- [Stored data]
= = = = =

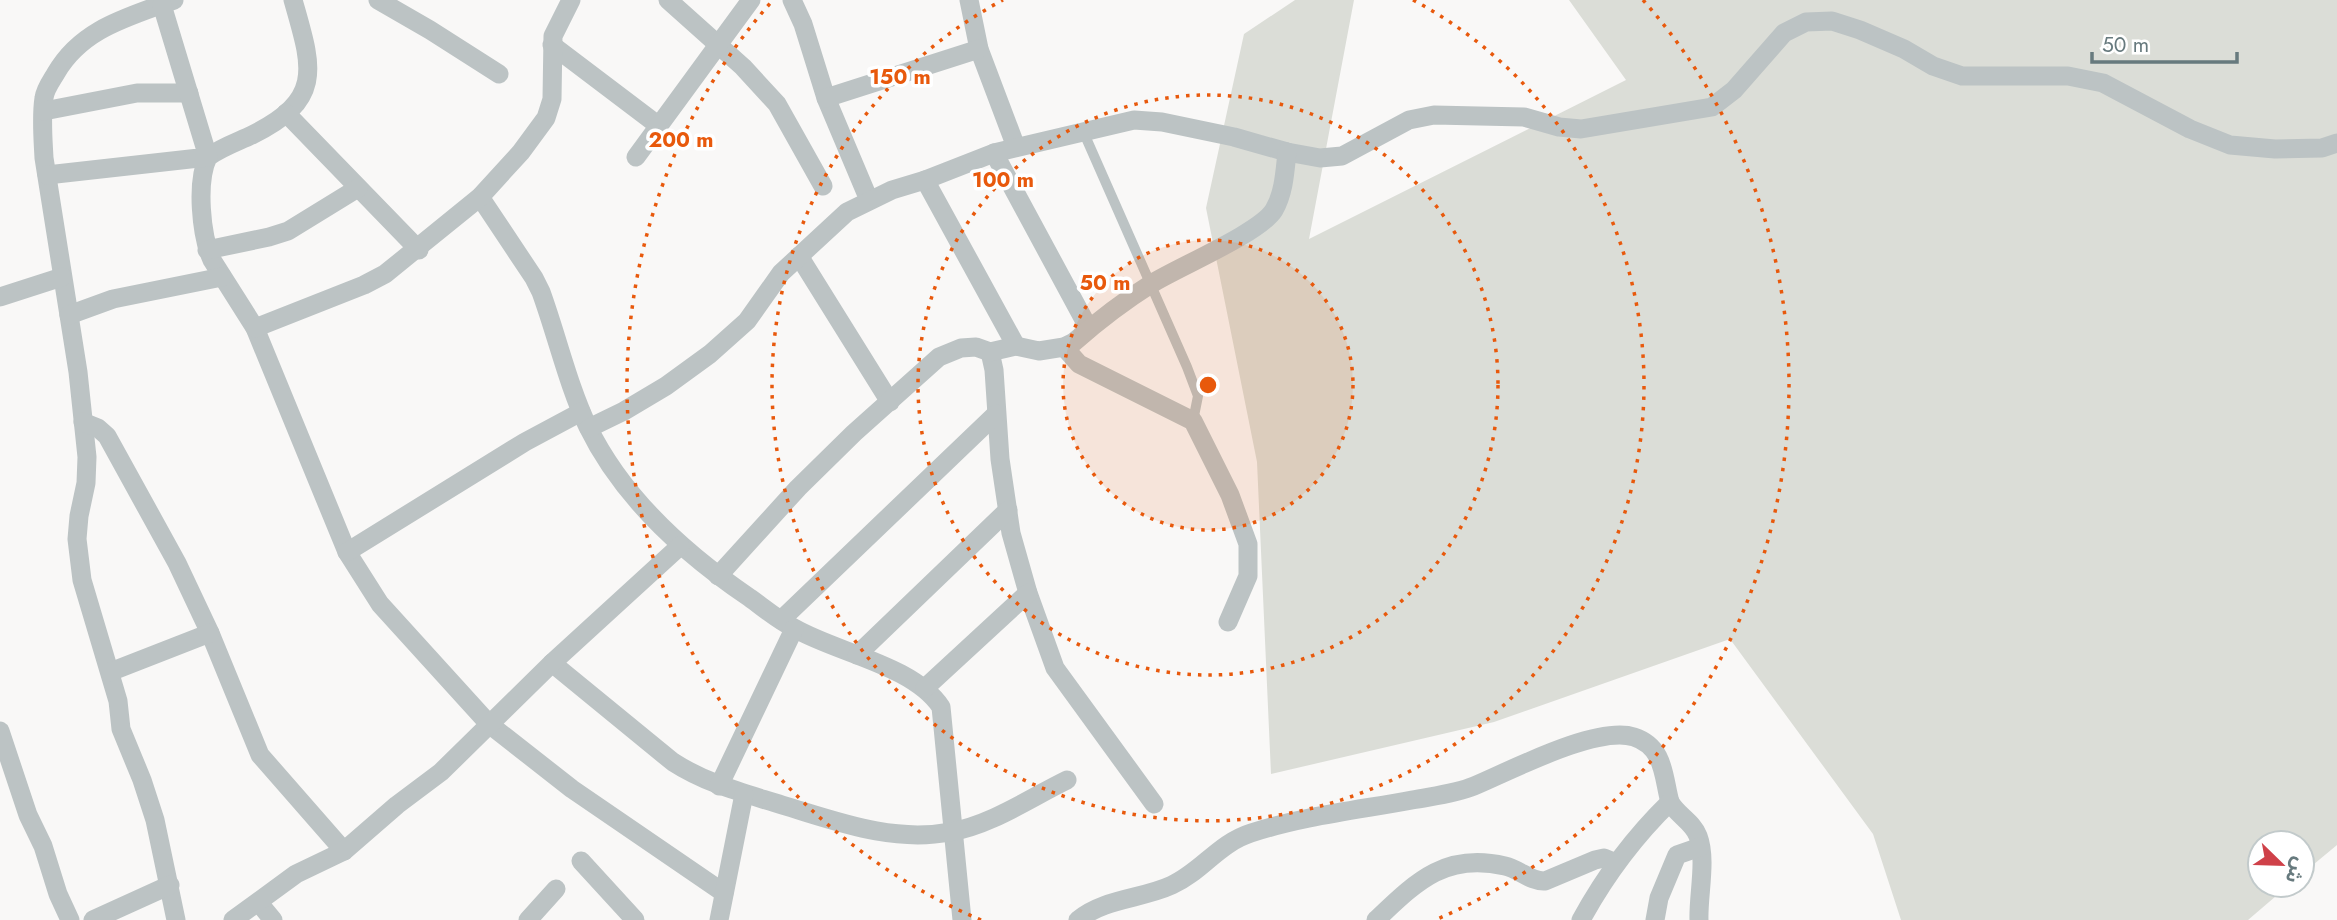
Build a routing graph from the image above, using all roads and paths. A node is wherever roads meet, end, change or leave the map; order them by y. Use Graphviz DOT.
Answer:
graph roads {
  1 [pos="293,0"];
  2 [pos="378,0"];
  3 [pos="571,0"];
  4 [pos="668,0"];
  5 [pos="751,0"];
  6 [pos="792,0"];
  7 [pos="969,0"];
  8 [pos="168,2"];
  9 [pos="552,45"];
  10 [pos="718,45"];
  11 [pos="979,49"];
  12 [pos="499,74"];
  13 [pos="189,93"];
  14 [pos="826,98"];
  15 [pos="44,111"];
  16 [pos="286,113"];
  17 [pos="659,126"];
  18 [pos="1083,131"];
  19 [pos="2337,144"];
  20 [pos="1016,148"];
  21 [pos="1287,152"];
  22 [pos="994,153"];
  23 [pos="208,157"];
  24 [pos="636,157"];
  25 [pos="47,175"];
  26 [pos="925,180"];
  27 [pos="823,186"];
  28 [pos="358,188"];
  29 [pos="480,197"];
  30 [pos="869,200"];
  31 [pos="207,250"];
  32 [pos="419,250"];
  33 [pos="799,256"];
  34 [pos="222,277"];
  35 [pos="62,278"];
  36 [pos="1150,284"];
  37 [pos="0,297"];
  38 [pos="69,315"];
  39 [pos="255,328"];
  40 [pos="1088,329"];
  41 [pos="1017,346"];
  42 [pos="1064,347"];
  43 [pos="990,352"];
  44 [pos="890,402"];
  45 [pos="996,414"];
  46 [pos="585,420"];
  47 [pos="1193,421"];
  48 [pos="83,422"];
  49 [pos="1008,510"];
  50 [pos="680,546"];
  51 [pos="347,552"];
  52 [pos="718,576"];
  53 [pos="1028,593"];
  54 [pos="1228,622"];
  55 [pos="788,624"];
  56 [pos="209,633"];
  57 [pos="857,655"];
  58 [pos="552,663"];
  59 [pos="110,672"];
  60 [pos="925,688"];
  61 [pos="489,724"];
  62 [pos="0,731"];
  63 [pos="1067,780"];
  64 [pos="719,786"];
  65 [pos="744,794"];
  66 [pos="1670,802"];
  67 [pos="1154,804"];
  68 [pos="953,832"];
  69 [pos="1700,847"];
  70 [pos="344,851"];
  71 [pos="581,862"];
  72 [pos="1616,863"];
  73 [pos="170,885"];
  74 [pos="556,890"];
  75 [pos="724,893"];
  76 [pos="258,903"];
  77 [pos="1101,914"];
  78 [pos="70,920"];
  79 [pos="93,920"];
  80 [pos="176,920"];
  81 [pos="233,920"];
  82 [pos="273,920"];
  83 [pos="528,920"];
  84 [pos="635,920"];
  85 [pos="719,920"];
  86 [pos="962,920"];
  87 [pos="1078,920"];
  88 [pos="1376,920"];
  89 [pos="1581,920"];
  90 [pos="1654,920"];
  91 [pos="1699,920"];
  1 -- 16 [label="street"];
  2 -- 12 [label="street"];
  3 -- 9 [label="street"];
  4 -- 10 [label="street"];
  5 -- 10 [label="street"];
  6 -- 14 [label="street"];
  7 -- 11 [label="street"];
  8 -- 13 [label="street"];
  8 -- 15 [label="street"];
  9 -- 17 [label="street"];
  9 -- 29 [label="street"];
  10 -- 17 [label="street"];
  10 -- 27 [label="street"];
  11 -- 14 [label="street"];
  11 -- 20 [label="street"];
  13 -- 15 [label="street"];
  13 -- 23 [label="street"];
  14 -- 30 [label="street"];
  15 -- 25 [label="street"];
  16 -- 23 [label="street"];
  16 -- 28 [label="street"];
  17 -- 24 [label="street"];
  18 -- 20 [label="street"];
  18 -- 21 [label="street"];
  18 -- 36 [label="lane"];
  19 -- 21 [label="street"];
  20 -- 22 [label="street"];
  21 -- 36 [label="street"];
  22 -- 26 [label="street"];
  22 -- 40 [label="street"];
  23 -- 25 [label="street"];
  23 -- 31 [label="street"];
  25 -- 35 [label="street"];
  26 -- 30 [label="street"];
  26 -- 41 [label="street"];
  28 -- 31 [label="street"];
  28 -- 32 [label="street"];
  29 -- 32 [label="street"];
  29 -- 46 [label="street"];
  30 -- 33 [label="street"];
  31 -- 34 [label="street"];
  32 -- 39 [label="street"];
  33 -- 44 [label="street"];
  33 -- 46 [label="street"];
  34 -- 38 [label="street"];
  34 -- 39 [label="street"];
  35 -- 37 [label="street"];
  35 -- 38 [label="street"];
  36 -- 40 [label="street"];
  36 -- 47 [label="lane"];
  38 -- 48 [label="street"];
  39 -- 51 [label="street"];
  40 -- 42 [label="street"];
  41 -- 42 [label="street"];
  41 -- 43 [label="street"];
  42 -- 47 [label="street"];
  43 -- 44 [label="street"];
  43 -- 45 [label="street"];
  44 -- 52 [label="street"];
  45 -- 49 [label="street"];
  45 -- 55 [label="street"];
  46 -- 50 [label="street"];
  46 -- 51 [label="street"];
  47 -- 54 [label="street"];
  48 -- 56 [label="street"];
  48 -- 59 [label="street"];
  49 -- 53 [label="street"];
  49 -- 57 [label="street"];
  50 -- 52 [label="street"];
  50 -- 58 [label="street"];
  51 -- 61 [label="street"];
  52 -- 55 [label="street"];
  53 -- 60 [label="street"];
  53 -- 67 [label="street"];
  55 -- 57 [label="street"];
  55 -- 64 [label="street"];
  56 -- 59 [label="street"];
  56 -- 70 [label="street"];
  57 -- 60 [label="street"];
  58 -- 61 [label="street"];
  58 -- 64 [label="street"];
  59 -- 73 [label="street"];
  60 -- 68 [label="street"];
  61 -- 70 [label="street"];
  61 -- 75 [label="street"];
  62 -- 78 [label="street"];
  63 -- 68 [label="street"];
  64 -- 65 [label="street"];
  65 -- 68 [label="street"];
  65 -- 75 [label="street"];
  66 -- 69 [label="street"];
  66 -- 72 [label="street"];
  66 -- 77 [label="street"];
  68 -- 86 [label="street"];
  69 -- 90 [label="street"];
  69 -- 91 [label="street"];
  70 -- 76 [label="street"];
  71 -- 84 [label="street"];
  72 -- 88 [label="street"];
  72 -- 89 [label="street"];
  73 -- 79 [label="street"];
  73 -- 80 [label="street"];
  74 -- 83 [label="street"];
  75 -- 85 [label="street"];
  76 -- 81 [label="street"];
  76 -- 82 [label="street"];
  77 -- 87 [label="street"];
}
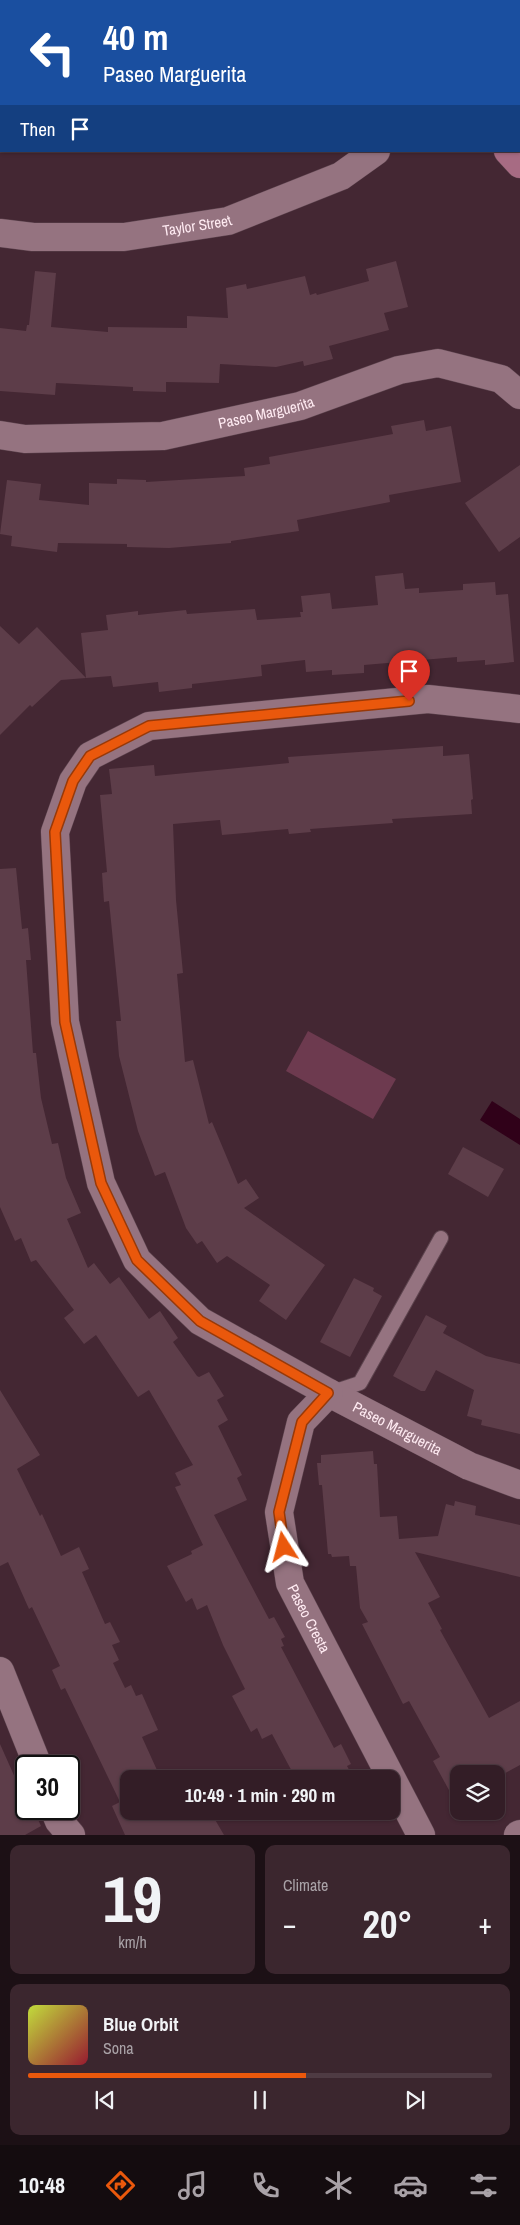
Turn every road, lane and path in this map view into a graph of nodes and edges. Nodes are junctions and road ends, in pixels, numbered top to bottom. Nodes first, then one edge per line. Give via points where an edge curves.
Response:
1 (375, 152) edge
2 (509, 152) edge
3 (520, 164) edge
4 (0, 233) edge
5 (520, 394) edge
6 (0, 435) edge
7 (520, 709) edge
8 (441, 1238) dead end
9 (328, 1393) junction
10 (520, 1484) edge
11 (0, 1671) edge
12 (34, 1755) edge
13 (59, 1820) edge
14 (71, 1835) edge
15 (421, 1835) edge

1 - 4 street, Taylor Street via 341,176 228,221 124,237 33,237
2 - 3 main road
5 - 6 street, Paseo Marguerita via 501,379 438,363 399,370 300,406 163,436 24,440
7 - 9 street, Paseo Marguerita via 428,699 149,726 90,756 73,781 55,832 65,1022 101,1183 137,1260 200,1321
8 - 9 lane via 360,1383
9 - 10 street, Paseo Marguerita via 470,1466
9 - 15 street, Paseo Cresta via 302,1422 279,1512 290,1583
11 - 12 street
13 - 14 street

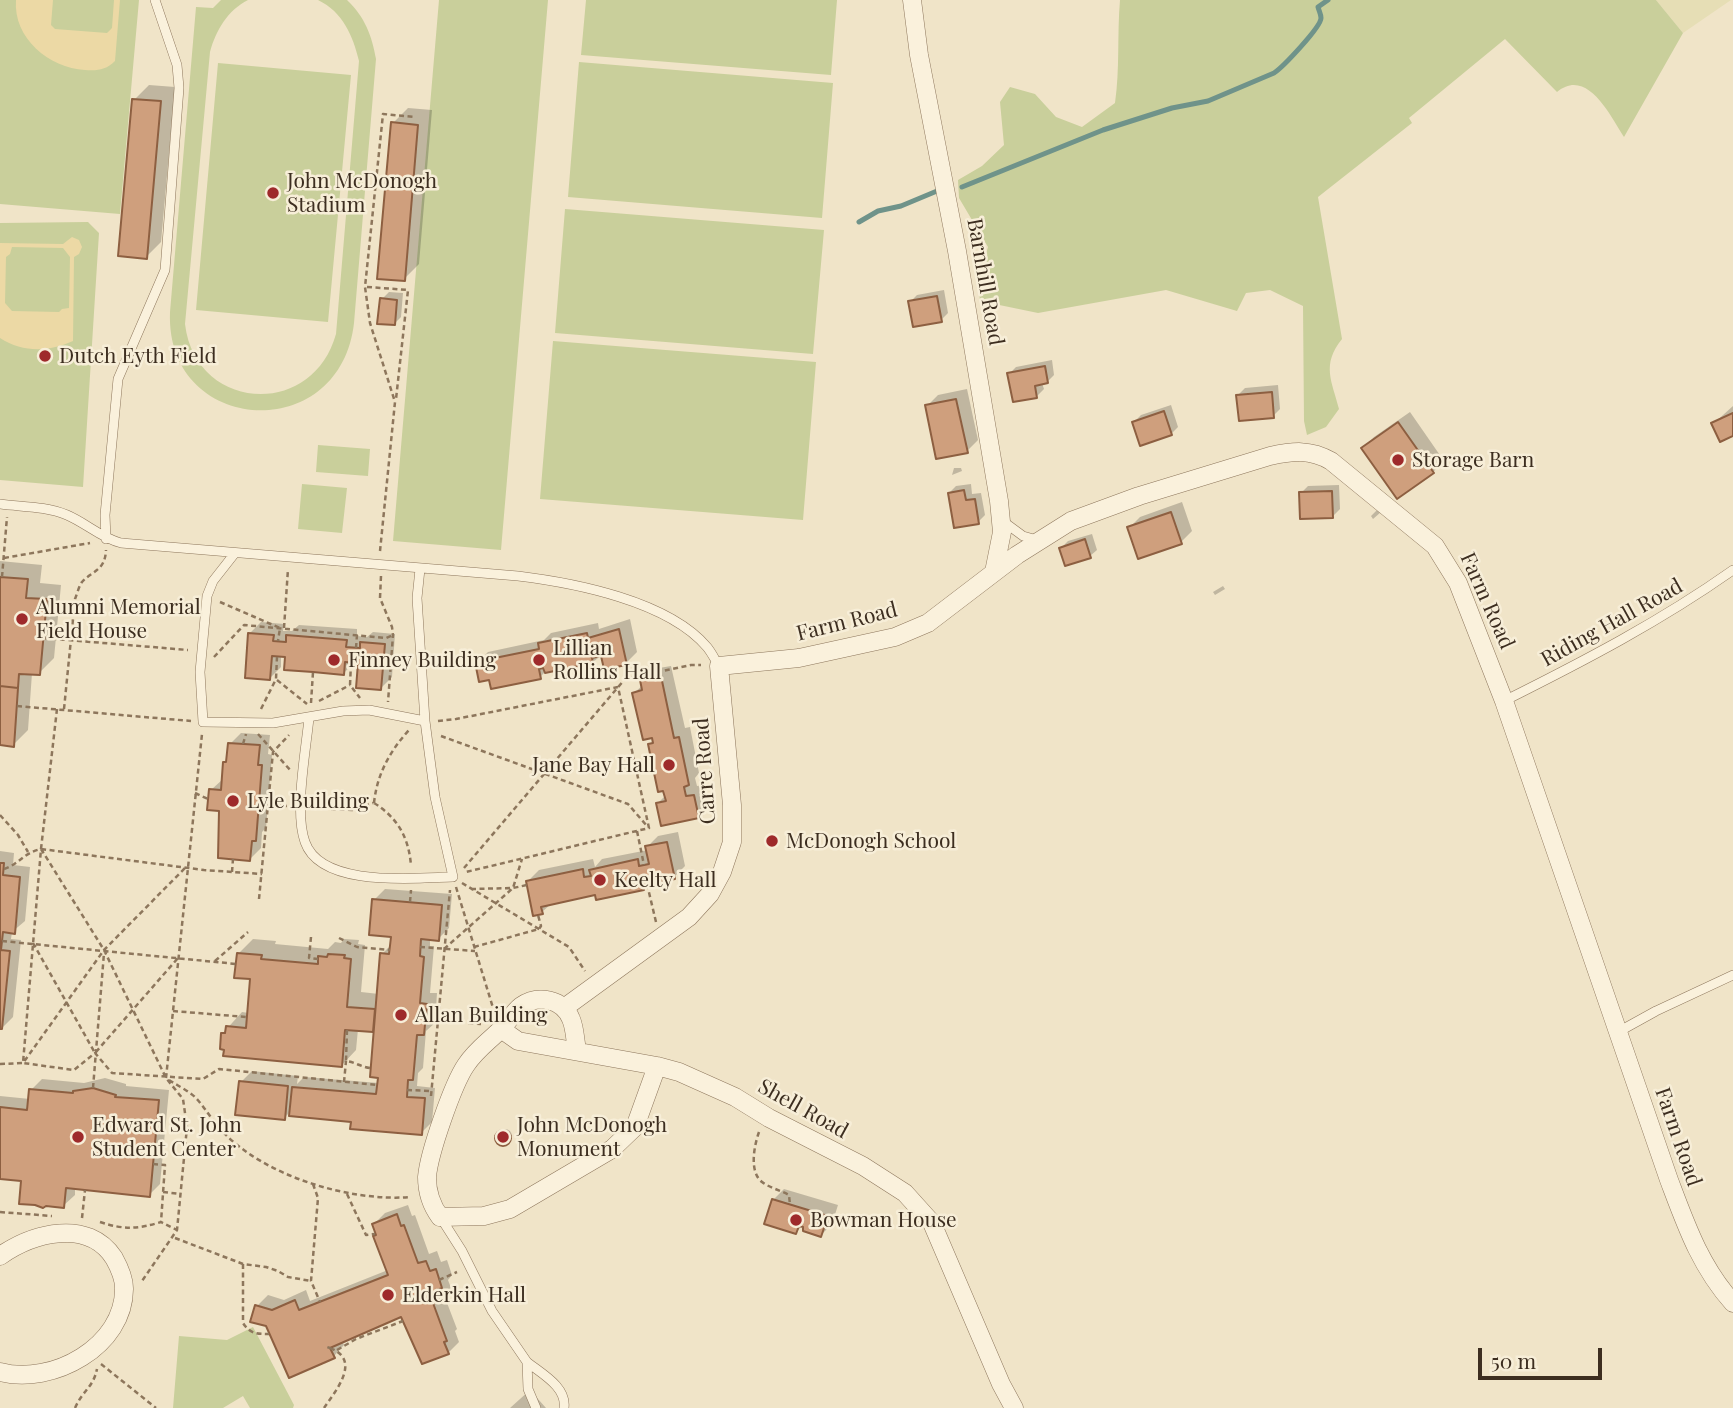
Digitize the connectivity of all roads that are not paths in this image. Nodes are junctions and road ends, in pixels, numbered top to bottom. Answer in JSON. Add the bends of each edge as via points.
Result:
{"nodes":[{"id":1,"x":155,"y":0,"type":"edge"},
{"id":2,"x":912,"y":0,"type":"edge"},
{"id":3,"x":4,"y":505,"type":"edge"},
{"id":4,"x":1001,"y":519,"type":"junction"},
{"id":5,"x":106,"y":539,"type":"junction"},
{"id":6,"x":1039,"y":540,"type":"junction"},
{"id":7,"x":235,"y":553,"type":"junction"},
{"id":8,"x":419,"y":569,"type":"junction"},
{"id":9,"x":1733,"y":570,"type":"edge"},
{"id":10,"x":995,"y":572,"type":"junction"},
{"id":11,"x":719,"y":666,"type":"junction"},
{"id":12,"x":1504,"y":701,"type":"junction"},
{"id":13,"x":309,"y":718,"type":"junction"},
{"id":14,"x":425,"y":722,"type":"junction"},
{"id":15,"x":1733,"y":975,"type":"edge"},
{"id":16,"x":564,"y":1008,"type":"junction"},
{"id":17,"x":501,"y":1030,"type":"junction"},
{"id":18,"x":1618,"y":1032,"type":"junction"},
{"id":19,"x":577,"y":1051,"type":"junction"},
{"id":20,"x":657,"y":1066,"type":"junction"},
{"id":21,"x":440,"y":1217,"type":"junction"},
{"id":22,"x":0,"y":1256,"type":"edge"},
{"id":23,"x":1733,"y":1303,"type":"edge"},
{"id":24,"x":989,"y":1352,"type":"junction"},
{"id":25,"x":527,"y":1362,"type":"junction"},
{"id":26,"x":0,"y":1372,"type":"edge"},
{"id":27,"x":536,"y":1408,"type":"edge"},
{"id":28,"x":564,"y":1408,"type":"edge"},
{"id":29,"x":1014,"y":1408,"type":"edge"},
{"id":30,"x":1029,"y":1408,"type":"edge"}],
"edges":[{"from":1,"to":5,"type":"lane","via":[[177,65],[179,88],[165,270],[118,379]]},
{"from":2,"to":4,"type":"street","name":"Barnhill Road"},
{"from":3,"to":5,"type":"lane","via":[[55,511]]},
{"from":4,"to":6,"type":"lane","via":[[1023,537]]},
{"from":4,"to":10,"type":"street","name":"Barnhill Road"},
{"from":5,"to":7,"type":"lane"},
{"from":6,"to":10,"type":"street","name":"Farm Road"},
{"from":6,"to":12,"type":"street","name":"Farm Road","via":[[1071,521],[1151,493],[1270,456],[1316,453],[1444,556]]},
{"from":7,"to":8,"type":"lane"},
{"from":7,"to":13,"type":"lane","via":[[207,596],[200,672],[203,722]]},
{"from":8,"to":11,"type":"lane","via":[[518,576],[592,589],[643,605],[691,632]]},
{"from":8,"to":14,"type":"lane"},
{"from":9,"to":12,"type":"lane","name":"Riding Hall Road","via":[[1630,636]]},
{"from":10,"to":11,"type":"street","name":"Farm Road","via":[[929,623],[895,637],[790,659]]},
{"from":11,"to":16,"type":"street","name":"Carre Road","via":[[732,805],[732,842],[722,872],[689,917]]},
{"from":12,"to":18,"type":"street","name":"Farm Road"},
{"from":13,"to":14,"type":"lane","via":[[369,710]]},
{"from":13,"to":14,"type":"lane","via":[[302,807],[304,842],[312,853],[322,864],[358,876],[453,877]]},
{"from":15,"to":18,"type":"lane"},
{"from":16,"to":17,"type":"street","via":[[537,999],[523,1005]]},
{"from":16,"to":19,"type":"street"},
{"from":17,"to":19,"type":"street","name":"Shell Road","via":[[518,1041]]},
{"from":17,"to":21,"type":"street","via":[[482,1044],[452,1093],[427,1175],[429,1195]]},
{"from":18,"to":23,"type":"street","name":"Farm Road","via":[[1693,1243]]},
{"from":19,"to":20,"type":"street","name":"Shell Road"},
{"from":20,"to":21,"type":"street","via":[[635,1126],[612,1149],[510,1209],[484,1216]]},
{"from":20,"to":24,"type":"street","name":"Shell Road","via":[[707,1083],[905,1193],[932,1223]]},
{"from":21,"to":25,"type":"lane","via":[[492,1311]]},
{"from":22,"to":26,"type":"street","via":[[20,1243],[84,1224],[92,1238],[107,1247],[120,1267],[125,1287],[121,1310],[107,1334],[82,1358],[38,1374]]},
{"from":24,"to":29,"type":"street","name":"Shell Road"},
{"from":24,"to":30,"type":"street","name":"Shell Road"},
{"from":25,"to":27,"type":"lane","via":[[528,1389]]},
{"from":25,"to":28,"type":"lane","via":[[558,1387],[565,1396]]}]}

= = = = =

- [Directions]
Only lines that contain "Paseo" are needed, so copy each of them from the data.

- [Task result]
5 - 6 street, Paseo Marguerita via 501,379 438,363 399,370 300,406 163,436 24,440
7 - 9 street, Paseo Marguerita via 428,699 149,726 90,756 73,781 55,832 65,1022 101,1183 137,1260 200,1321
9 - 10 street, Paseo Marguerita via 470,1466
9 - 15 street, Paseo Cresta via 302,1422 279,1512 290,1583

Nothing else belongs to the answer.